*** Opening MATERIALS PROVIDED ***

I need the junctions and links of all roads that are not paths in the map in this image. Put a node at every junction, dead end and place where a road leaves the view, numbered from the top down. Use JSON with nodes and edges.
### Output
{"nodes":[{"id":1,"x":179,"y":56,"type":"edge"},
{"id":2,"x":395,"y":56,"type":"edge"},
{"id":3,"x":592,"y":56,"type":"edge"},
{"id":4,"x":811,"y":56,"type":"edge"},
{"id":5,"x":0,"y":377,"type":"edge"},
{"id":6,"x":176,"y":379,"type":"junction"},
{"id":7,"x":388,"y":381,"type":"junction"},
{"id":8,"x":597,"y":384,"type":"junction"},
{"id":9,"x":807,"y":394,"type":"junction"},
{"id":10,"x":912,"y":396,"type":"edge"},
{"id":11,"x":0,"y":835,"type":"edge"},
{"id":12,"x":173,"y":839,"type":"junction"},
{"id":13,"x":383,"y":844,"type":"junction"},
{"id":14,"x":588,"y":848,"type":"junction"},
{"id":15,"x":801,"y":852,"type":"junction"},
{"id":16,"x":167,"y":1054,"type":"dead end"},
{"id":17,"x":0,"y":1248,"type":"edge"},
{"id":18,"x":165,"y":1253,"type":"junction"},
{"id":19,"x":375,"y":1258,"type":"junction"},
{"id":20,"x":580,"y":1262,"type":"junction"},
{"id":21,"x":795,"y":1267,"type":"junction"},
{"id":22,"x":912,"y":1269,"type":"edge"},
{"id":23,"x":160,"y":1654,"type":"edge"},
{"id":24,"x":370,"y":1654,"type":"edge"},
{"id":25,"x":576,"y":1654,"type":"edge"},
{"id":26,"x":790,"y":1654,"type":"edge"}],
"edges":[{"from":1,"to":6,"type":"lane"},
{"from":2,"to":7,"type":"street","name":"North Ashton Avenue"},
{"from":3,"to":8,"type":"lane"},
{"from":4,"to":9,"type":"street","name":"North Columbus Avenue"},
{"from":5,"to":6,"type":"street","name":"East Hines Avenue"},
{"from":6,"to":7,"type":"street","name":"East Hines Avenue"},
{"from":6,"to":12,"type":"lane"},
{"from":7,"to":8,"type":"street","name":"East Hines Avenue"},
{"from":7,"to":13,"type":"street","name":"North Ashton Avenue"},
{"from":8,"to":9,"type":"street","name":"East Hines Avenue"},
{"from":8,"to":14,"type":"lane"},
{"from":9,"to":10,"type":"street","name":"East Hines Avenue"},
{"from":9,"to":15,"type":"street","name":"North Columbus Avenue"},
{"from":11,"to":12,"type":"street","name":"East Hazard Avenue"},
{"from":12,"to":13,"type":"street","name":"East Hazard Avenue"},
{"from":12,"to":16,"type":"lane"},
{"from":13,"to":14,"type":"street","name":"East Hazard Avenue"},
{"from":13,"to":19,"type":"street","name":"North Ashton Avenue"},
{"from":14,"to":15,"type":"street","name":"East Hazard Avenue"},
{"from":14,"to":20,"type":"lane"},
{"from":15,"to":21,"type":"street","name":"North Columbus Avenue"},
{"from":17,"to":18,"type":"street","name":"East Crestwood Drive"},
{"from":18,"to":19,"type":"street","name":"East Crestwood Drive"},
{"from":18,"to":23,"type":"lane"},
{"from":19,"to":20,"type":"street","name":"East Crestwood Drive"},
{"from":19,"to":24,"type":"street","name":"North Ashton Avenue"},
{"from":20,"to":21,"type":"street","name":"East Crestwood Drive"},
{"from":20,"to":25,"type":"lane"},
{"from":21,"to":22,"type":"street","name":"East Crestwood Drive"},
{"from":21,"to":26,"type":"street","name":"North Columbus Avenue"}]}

*** Closing MATERIALS PROVIDED ***

● EXERCISE
Would you set down all of the entries again, word for word?

● SOLUTION TO THIS EXERCISE
I need the junctions and links of all roads that are not paths in the map in this image. Put a node at every junction, dead end and place where a road leaves the view, numbered from the top down. Use JSON with nodes and edges.
### Output
{"nodes":[{"id":1,"x":179,"y":56,"type":"edge"},
{"id":2,"x":395,"y":56,"type":"edge"},
{"id":3,"x":592,"y":56,"type":"edge"},
{"id":4,"x":811,"y":56,"type":"edge"},
{"id":5,"x":0,"y":377,"type":"edge"},
{"id":6,"x":176,"y":379,"type":"junction"},
{"id":7,"x":388,"y":381,"type":"junction"},
{"id":8,"x":597,"y":384,"type":"junction"},
{"id":9,"x":807,"y":394,"type":"junction"},
{"id":10,"x":912,"y":396,"type":"edge"},
{"id":11,"x":0,"y":835,"type":"edge"},
{"id":12,"x":173,"y":839,"type":"junction"},
{"id":13,"x":383,"y":844,"type":"junction"},
{"id":14,"x":588,"y":848,"type":"junction"},
{"id":15,"x":801,"y":852,"type":"junction"},
{"id":16,"x":167,"y":1054,"type":"dead end"},
{"id":17,"x":0,"y":1248,"type":"edge"},
{"id":18,"x":165,"y":1253,"type":"junction"},
{"id":19,"x":375,"y":1258,"type":"junction"},
{"id":20,"x":580,"y":1262,"type":"junction"},
{"id":21,"x":795,"y":1267,"type":"junction"},
{"id":22,"x":912,"y":1269,"type":"edge"},
{"id":23,"x":160,"y":1654,"type":"edge"},
{"id":24,"x":370,"y":1654,"type":"edge"},
{"id":25,"x":576,"y":1654,"type":"edge"},
{"id":26,"x":790,"y":1654,"type":"edge"}],
"edges":[{"from":1,"to":6,"type":"lane"},
{"from":2,"to":7,"type":"street","name":"North Ashton Avenue"},
{"from":3,"to":8,"type":"lane"},
{"from":4,"to":9,"type":"street","name":"North Columbus Avenue"},
{"from":5,"to":6,"type":"street","name":"East Hines Avenue"},
{"from":6,"to":7,"type":"street","name":"East Hines Avenue"},
{"from":6,"to":12,"type":"lane"},
{"from":7,"to":8,"type":"street","name":"East Hines Avenue"},
{"from":7,"to":13,"type":"street","name":"North Ashton Avenue"},
{"from":8,"to":9,"type":"street","name":"East Hines Avenue"},
{"from":8,"to":14,"type":"lane"},
{"from":9,"to":10,"type":"street","name":"East Hines Avenue"},
{"from":9,"to":15,"type":"street","name":"North Columbus Avenue"},
{"from":11,"to":12,"type":"street","name":"East Hazard Avenue"},
{"from":12,"to":13,"type":"street","name":"East Hazard Avenue"},
{"from":12,"to":16,"type":"lane"},
{"from":13,"to":14,"type":"street","name":"East Hazard Avenue"},
{"from":13,"to":19,"type":"street","name":"North Ashton Avenue"},
{"from":14,"to":15,"type":"street","name":"East Hazard Avenue"},
{"from":14,"to":20,"type":"lane"},
{"from":15,"to":21,"type":"street","name":"North Columbus Avenue"},
{"from":17,"to":18,"type":"street","name":"East Crestwood Drive"},
{"from":18,"to":19,"type":"street","name":"East Crestwood Drive"},
{"from":18,"to":23,"type":"lane"},
{"from":19,"to":20,"type":"street","name":"East Crestwood Drive"},
{"from":19,"to":24,"type":"street","name":"North Ashton Avenue"},
{"from":20,"to":21,"type":"street","name":"East Crestwood Drive"},
{"from":20,"to":25,"type":"lane"},
{"from":21,"to":22,"type":"street","name":"East Crestwood Drive"},
{"from":21,"to":26,"type":"street","name":"North Columbus Avenue"}]}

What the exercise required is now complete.